Grilled Sirloin with Olive Tapenade

Grilled Sirloin with Olive Tapenade
Recipe photo may include foods and ingredients that are not a part of this recipe and not included in the nutrition analysis.
Source: Diabetes & Heart Healthy Recipes. Recipe Credit: . Photo Credit: Mittera.
The pungent flavor of olives and capers accentuates the beefiness of grilled sirloin, which tastes best with simple sides, such as Green Beans with Mushrooms and Onions and brown rice or farro that let the steak take center stage.
  • Prep time
    10 min
  • Cook time
    20 min
  • Servings
    4 Servings
  • Serving size
    3 oz beef and heaping 1 tbsp tapenade
Nutrition Facts

Nutrition Facts

4 Servings

  • Serving Size
    3 oz beef and heaping 1 tbsp tapenade
  • Amount per serving Calories 180

  • Total Fat 7g
    • Saturated Fat 2.5g
    • Trans Fat 0g
  • Cholesterol 60mg
  • Sodium 300mg
  • Total Carbohydrate 2g
    • Dietary Fiber 1g
    • Total Sugars 0g
    • Added Sugars 0g
  • Protein 26g
  • Potassium 400mg
  • Phosphorus 225mg

Choices/Exchanges: 4 Lean protein



  • nonstick cooking spray
  • boneless top sirloin steak
    1 1/2 lbs
  • garlic (minced, divided use)
    5 clove
  • dried thyme (divided use)
    2 tsp
  • black pepper
    1/2 tsp
  • salt
    1/8 tsp
  • chopped kalamata olives
    1/4 cup
  • chopped pimiento-stuffed green olives
    3 tbsp
  • Dijon Mustard
    1 tbsp
  • capers (drained and chopped)
    1 tbsp


  1. Lightly spray the grill rack with cooking spray. Preheat the grill on medium high.
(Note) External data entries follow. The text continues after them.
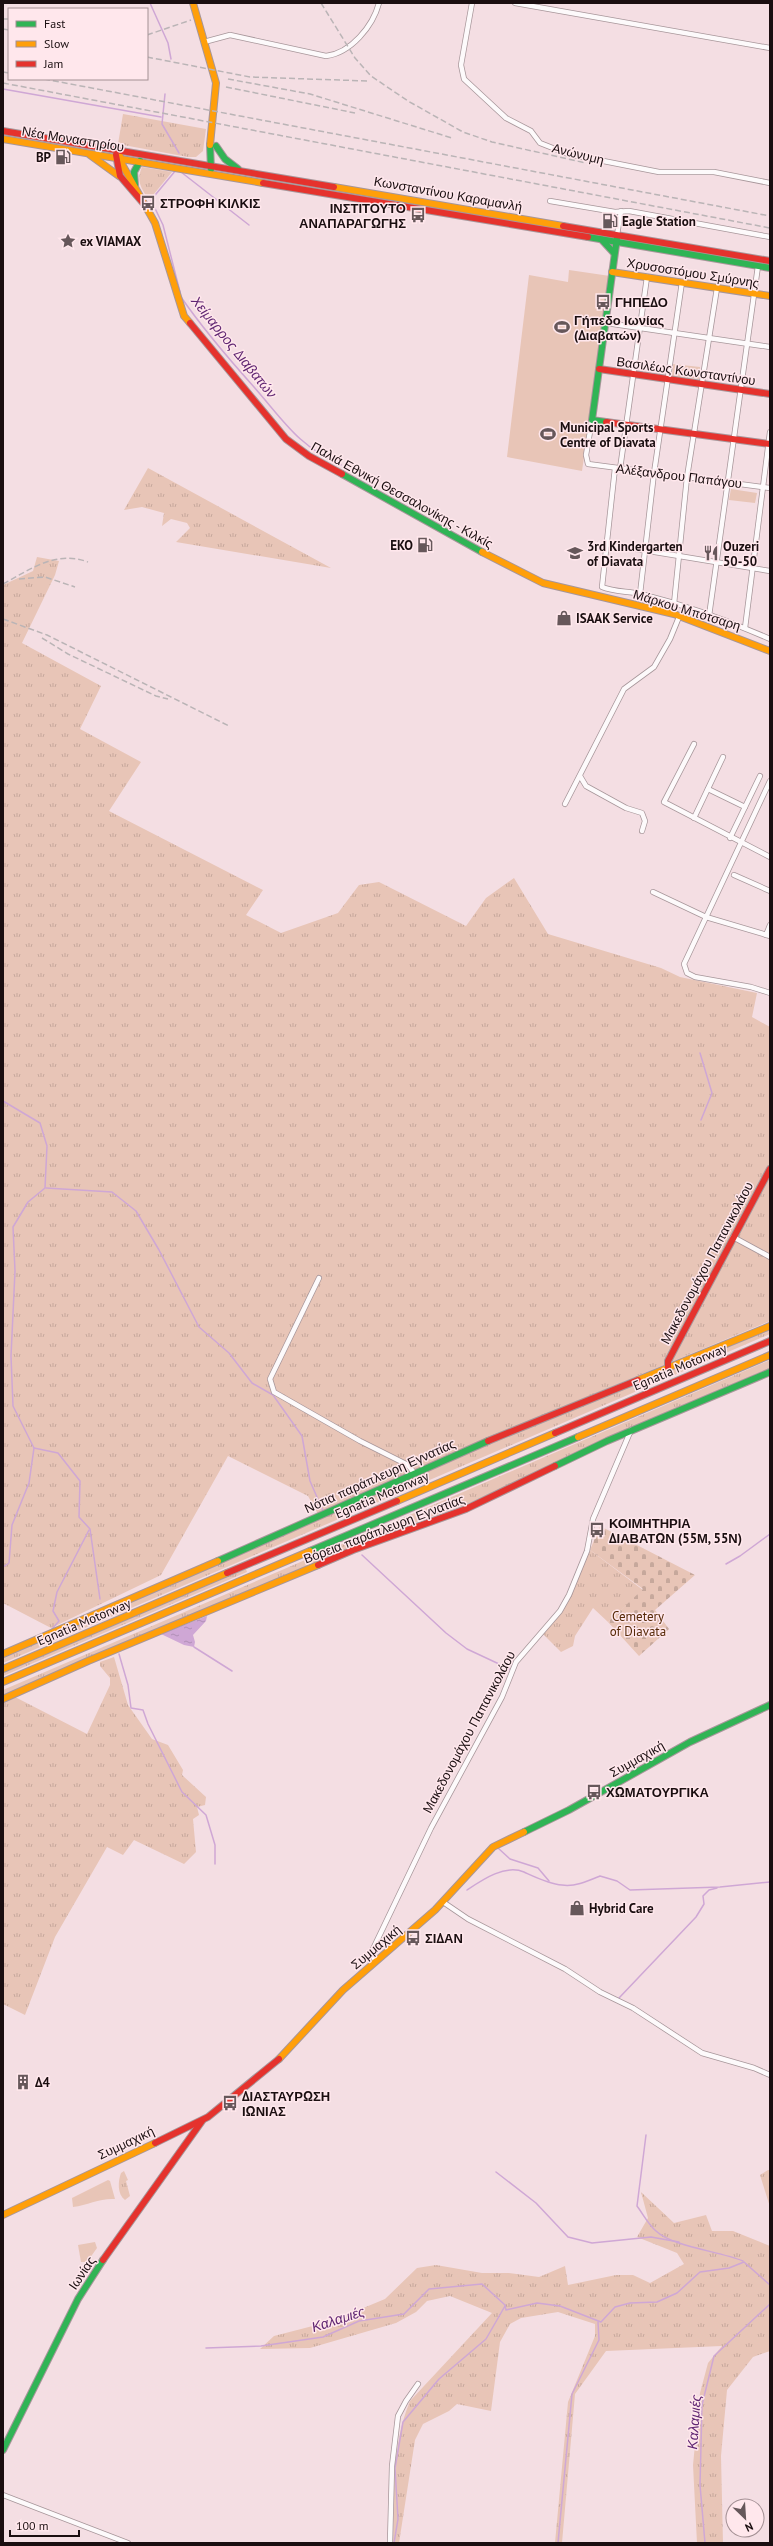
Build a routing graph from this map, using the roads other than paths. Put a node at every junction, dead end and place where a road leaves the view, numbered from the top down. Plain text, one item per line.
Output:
1 (193, 3) edge
2 (379, 3) edge
3 (472, 3) edge
4 (515, 3) edge
5 (204, 42) junction
6 (770, 48) edge
7 (3, 131) edge
8 (3, 139) edge
9 (213, 146) junction
10 (119, 150) junction
11 (83, 152) junction
12 (118, 158) junction
13 (140, 161) junction
14 (194, 163) junction
15 (210, 166) junction
16 (217, 167) junction
17 (242, 170) junction
18 (212, 174) junction
19 (119, 176) junction
20 (770, 183) edge
21 (135, 185) junction
22 (550, 201) dead end
23 (148, 208) junction
24 (621, 211) junction
25 (617, 235) junction
26 (770, 237) edge
27 (602, 240) junction
28 (616, 242) junction
29 (614, 253) junction
30 (770, 261) edge
31 (758, 266) junction
32 (770, 268) edge
33 (612, 272) junction
34 (647, 277) junction
35 (682, 282) junction
36 (716, 288) junction
37 (754, 294) junction
38 (770, 296) edge
39 (606, 323) junction
40 (641, 328) junction
41 (675, 333) junction
42 (709, 338) junction
43 (747, 343) junction
44 (770, 347) edge
45 (599, 369) junction
46 (634, 374) junction
47 (668, 380) junction
48 (702, 384) junction
49 (741, 389) junction
50 (770, 394) edge
51 (592, 420) junction
52 (627, 425) junction
53 (660, 430) junction
54 (770, 432) edge
55 (694, 434) junction
56 (734, 440) junction
57 (769, 444) edge
58 (618, 468) junction
59 (654, 473) junction
60 (688, 477) junction
61 (728, 482) junction
62 (762, 487) junction
63 (770, 488) edge
64 (606, 544) junction
65 (646, 550) junction
66 (680, 556) junction
67 (716, 563) junction
68 (751, 568) junction
69 (770, 572) edge
70 (640, 594) junction
71 (674, 604) junction
72 (708, 616) junction
73 (678, 617) junction
74 (745, 628) junction
75 (770, 639) edge
76 (770, 652) edge
77 (694, 744) dead end
78 (723, 757) dead end
79 (580, 776) junction
80 (760, 776) dead end
81 (770, 781) edge
82 (708, 789) junction
83 (565, 804) dead end
84 (745, 807) junction
85 (694, 818) junction
86 (642, 831) dead end
87 (730, 838) junction
88 (742, 842) junction
89 (770, 857) edge
90 (734, 874) dead end
91 (770, 891) edge
92 (653, 892) dead end
93 (706, 917) junction
94 (770, 925) edge
95 (768, 935) edge
96 (770, 993) edge
97 (770, 1169) edge
98 (733, 1238) junction
99 (770, 1257) edge
100 (319, 1278) dead end
101 (770, 1326) edge
102 (770, 1340) edge
103 (770, 1355) edge
104 (668, 1368) junction
105 (770, 1372) edge
106 (631, 1430) junction
107 (415, 1474) junction
108 (3, 1654) edge
109 (3, 1669) edge
110 (3, 1682) edge
111 (3, 1699) edge
112 (770, 1705) edge
113 (443, 1902) junction
114 (375, 1961) junction
115 (770, 2075) edge
116 (202, 2121) junction
117 (189, 2126) junction
118 (193, 2134) junction
119 (3, 2215) edge
120 (418, 2384) dead end
121 (3, 2450) edge
122 (3, 2495) edge
123 (128, 2543) edge
124 (390, 2543) edge

1 - 5 main road
2 - 5 street
3 - 20 street, Ανώνυμη
4 - 6 street
5 - 9 main road
7 - 10 main road, Νέα Μοναστηρίου
8 - 11 main road, Νέα Μοναστηρίου
9 - 14 main road
9 - 15 main road
9 - 16 main road
9 - 17 main road
10 - 12 main road
10 - 14 main road, Κωνσταντίνου Καραμανλή
11 - 12 main road, Νέα Μοναστηρίου
11 - 19 main road, Παλιά Εθνική Θεσσαλονίκης - Κιλκίς
12 - 13 main road, Νέα Μοναστηρίου
12 - 19 main road
12 - 21 main road, Παλιά Εθνική Θεσσαλονίκης - Κιλκίς
13 - 18 main road, Κωνσταντίνου Καραμανλή
13 - 21 main road
14 - 15 main road, Κωνσταντίνου Καραμανλή
15 - 16 main road, Κωνσταντίνου Καραμανλή
15 - 18 main road
16 - 17 main road, Κωνσταντίνου Καραμανλή
16 - 18 main road
17 - 25 main road, Κωνσταντίνου Καραμανλή
18 - 27 main road, Κωνσταντίνου Καραμανλή
19 - 23 main road, Παλιά Εθνική Θεσσαλονίκης - Κιλκίς
21 - 23 main road, Παλιά Εθνική Θεσσαλονίκης - Κιλκίς
22 - 24 street
23 - 73 main road, Παλιά Εθνική Θεσσαλονίκης - Κιλκίς
24 - 25 street
24 - 26 street
25 - 28 main road
25 - 30 main road, Κωνσταντίνου Καραμανλή
27 - 28 main road, Κωνσταντίνου Καραμανλή
27 - 29 main road
28 - 29 main road
28 - 31 main road, Κωνσταντίνου Καραμανλή
29 - 33 main road
31 - 32 main road, Κωνσταντίνου Καραμανλή
31 - 37 street
33 - 34 main road, Χρυσοστόμου Σμύρνης
33 - 39 main road
34 - 35 main road, Χρυσοστόμου Σμύρνης
34 - 40 street
35 - 36 main road, Χρυσοστόμου Σμύρνης
35 - 41 street
36 - 37 main road, Χρυσοστόμου Σμύρνης
36 - 42 street
37 - 38 main road, Χρυσοστόμου Σμύρνης
37 - 43 street
39 - 40 street
39 - 45 main road
40 - 41 street
40 - 46 street
41 - 42 street
41 - 47 street
42 - 43 street
42 - 48 street
43 - 44 street
43 - 49 street
45 - 46 main road, Βασιλέως Κωνσταντίνου
45 - 51 main road
46 - 47 main road, Βασιλέως Κωνσταντίνου
46 - 52 street
47 - 48 main road, Βασιλέως Κωνσταντίνου
47 - 53 street
48 - 49 main road, Βασιλέως Κωνσταντίνου
48 - 55 street
49 - 50 main road, Βασιλέως Κωνσταντίνου
49 - 56 street
51 - 52 main road
51 - 58 street, Αλέξανδρου Παπάγου
52 - 53 main road
52 - 58 street
53 - 55 main road
53 - 59 street
54 - 57 street
55 - 56 main road
55 - 60 street
56 - 57 main road
56 - 61 street
57 - 62 street
58 - 59 street, Αλέξανδρου Παπάγου
58 - 64 street
59 - 60 street, Αλέξανδρου Παπάγου
59 - 65 street
60 - 61 street, Αλέξανδρου Παπάγου
60 - 66 street
61 - 62 street, Αλέξανδρου Παπάγου
61 - 67 street
62 - 63 street, Αλέξανδρου Παπάγου
62 - 68 street
64 - 65 street
64 - 70 street, Μάρκου Μπότσαρη
65 - 66 street
65 - 70 street
66 - 67 street
66 - 71 street
67 - 68 street
67 - 72 street
68 - 69 street
68 - 74 street
70 - 71 street, Μάρκου Μπότσαρη
71 - 72 street, Μάρκου Μπότσαρη
72 - 74 street, Μάρκου Μπότσαρη
73 - 76 main road, Παλιά Εθνική Θεσσαλονίκης - Κιλκίς
73 - 79 street
74 - 75 street, Μάρκου Μπότσαρη
77 - 85 street
78 - 82 street
79 - 83 street
79 - 86 street
80 - 84 street
81 - 88 street
82 - 84 street
82 - 85 street
84 - 87 street
85 - 87 street
87 - 88 street
88 - 89 street
88 - 93 street
90 - 91 street
92 - 93 street
93 - 95 street
93 - 96 street
94 - 95 street
97 - 98 main road, Μακεδονομάχου Παπανικολάου
98 - 99 street
98 - 104 main road, Μακεδονομάχου Παπανικολάου
100 - 107 street
101 - 104 main road, Νότια παράπλευρη Εγνατίας
102 - 109 main road, Egnatia Motorway
103 - 110 main road, Egnatia Motorway
104 - 107 main road, Νότια παράπλευρη Εγνατίας
105 - 106 main road, Βόρεια παράπλευρη Εγνατίας
106 - 111 main road, Βόρεια παράπλευρη Εγνατίας
106 - 114 street, Μακεδονομάχου Παπανικολάου
107 - 108 main road, Νότια παράπλευρη Εγνατίας
112 - 113 main road, Συμμαχική
113 - 114 main road, Συμμαχική
113 - 115 street
114 - 116 main road, Συμμαχική
116 - 117 main road, Συμμαχική
116 - 118 main road, Ιωνίας
117 - 118 main road
117 - 119 main road, Συμμαχική
118 - 121 main road, Ιωνίας
120 - 124 street
122 - 123 street

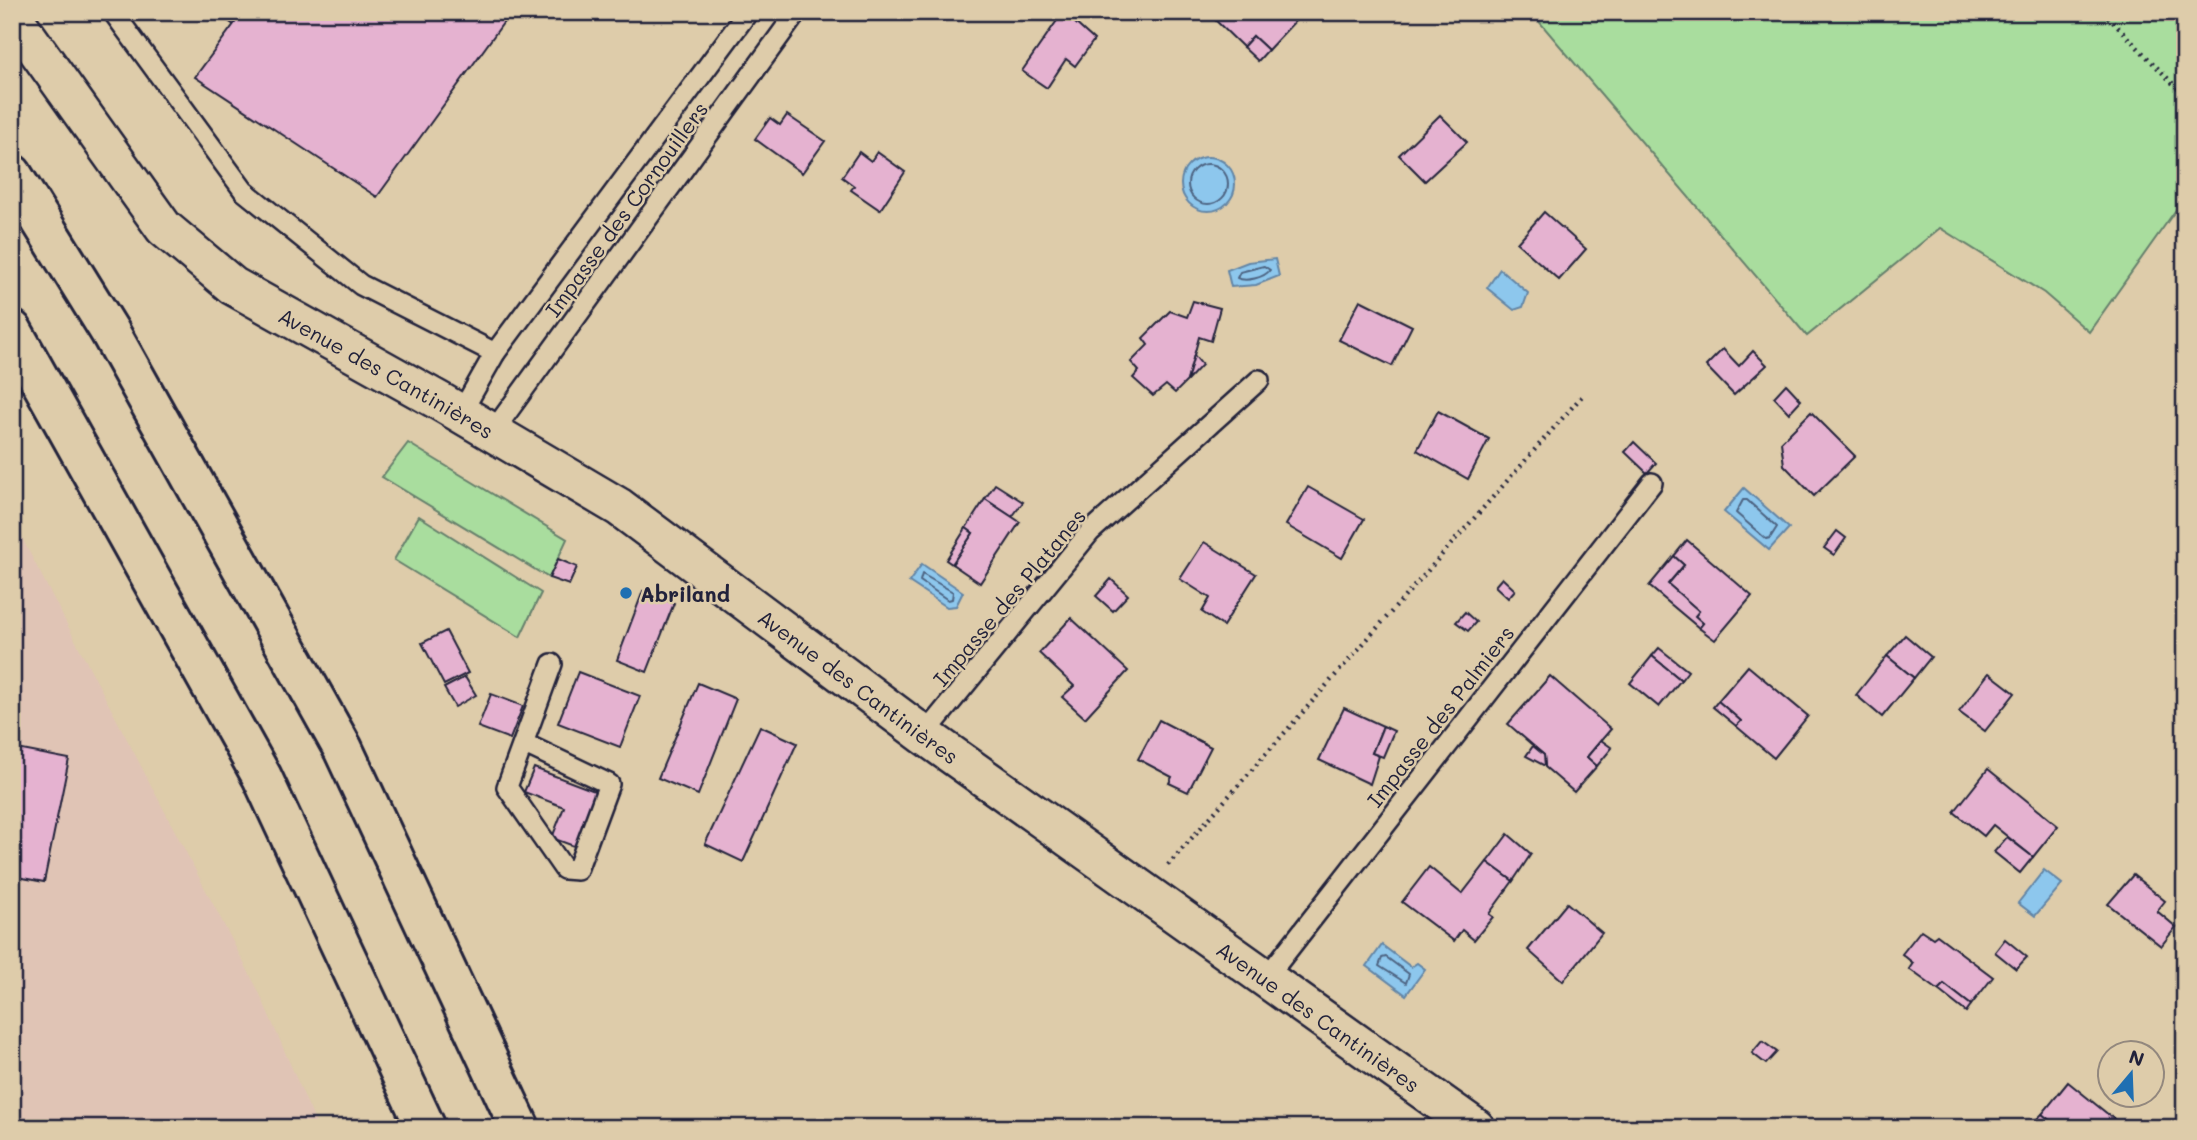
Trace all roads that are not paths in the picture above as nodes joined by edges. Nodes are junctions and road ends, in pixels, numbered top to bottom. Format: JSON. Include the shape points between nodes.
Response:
{"nodes":[{"id":1,"x":113,"y":12,"type":"edge"},
{"id":2,"x":748,"y":12,"type":"edge"},
{"id":3,"x":797,"y":12,"type":"edge"},
{"id":4,"x":12,"y":15,"type":"edge"},
{"id":5,"x":12,"y":174,"type":"edge"},
{"id":6,"x":12,"y":330,"type":"edge"},
{"id":7,"x":495,"y":353,"type":"junction"},
{"id":8,"x":1259,"y":380,"type":"dead end"},
{"id":9,"x":461,"y":413,"type":"junction"},
{"id":10,"x":492,"y":432,"type":"junction"},
{"id":11,"x":1652,"y":483,"type":"dead end"},
{"id":12,"x":552,"y":664,"type":"dead end"},
{"id":13,"x":924,"y":735,"type":"junction"},
{"id":14,"x":523,"y":743,"type":"junction"},
{"id":15,"x":1266,"y":978,"type":"junction"},
{"id":16,"x":426,"y":1128,"type":"edge"},
{"id":17,"x":520,"y":1128,"type":"edge"},
{"id":18,"x":1476,"y":1128,"type":"edge"}],
"edges":[{"from":1,"to":7,"type":"lane","via":[[244,191],[361,285]]},
{"from":2,"to":7,"type":"lane"},
{"from":3,"to":10,"type":"lane","name":"Impasse des Cornouillers"},
{"from":4,"to":9,"type":"street","name":"Avenue des Cantinières","via":[[164,229],[233,286]]},
{"from":5,"to":17,"type":"highway","via":[[110,332],[343,748]]},
{"from":6,"to":16,"type":"highway","via":[[262,777]]},
{"from":7,"to":9,"type":"lane"},
{"from":8,"to":13,"type":"lane","name":"Impasse des Platanes","via":[[1090,532]]},
{"from":9,"to":10,"type":"street","name":"Avenue des Cantinières"},
{"from":10,"to":13,"type":"street","name":"Avenue des Cantinières","via":[[619,507]]},
{"from":11,"to":15,"type":"lane","name":"Impasse des Palmiers"},
{"from":12,"to":14,"type":"lane"},
{"from":13,"to":15,"type":"street","name":"Avenue des Cantinières"},
{"from":14,"to":14,"type":"lane","via":[[507,787],[564,869],[577,870],[608,784]]},
{"from":15,"to":18,"type":"street","name":"Avenue des Cantinières"}]}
  2. Lightly spray the beef with cooking spray.

  3. In a small bowl, stir together the minced garlic (reserve about 1/2 tsp for the tapenade), 1 1/2 tsp thyme, pepper, and salt. Sprinkle over the beef. Using your fingertips, gently press the mixture so it adheres to the beef.

  4. Grill the beef, covered, for 10 minutes on each side for medium rare, or until the desired doneness. Transfer to a cutting board. Lightly cover with aluminum foil. Let stand for 5 minutes. Thinly slice the beef diagonally across the grain.

  5. Meanwhile, in a separate small bowl, stir together the olives, mustard, capers, remaining 1/2 tsp thyme, and remaining minced garlic.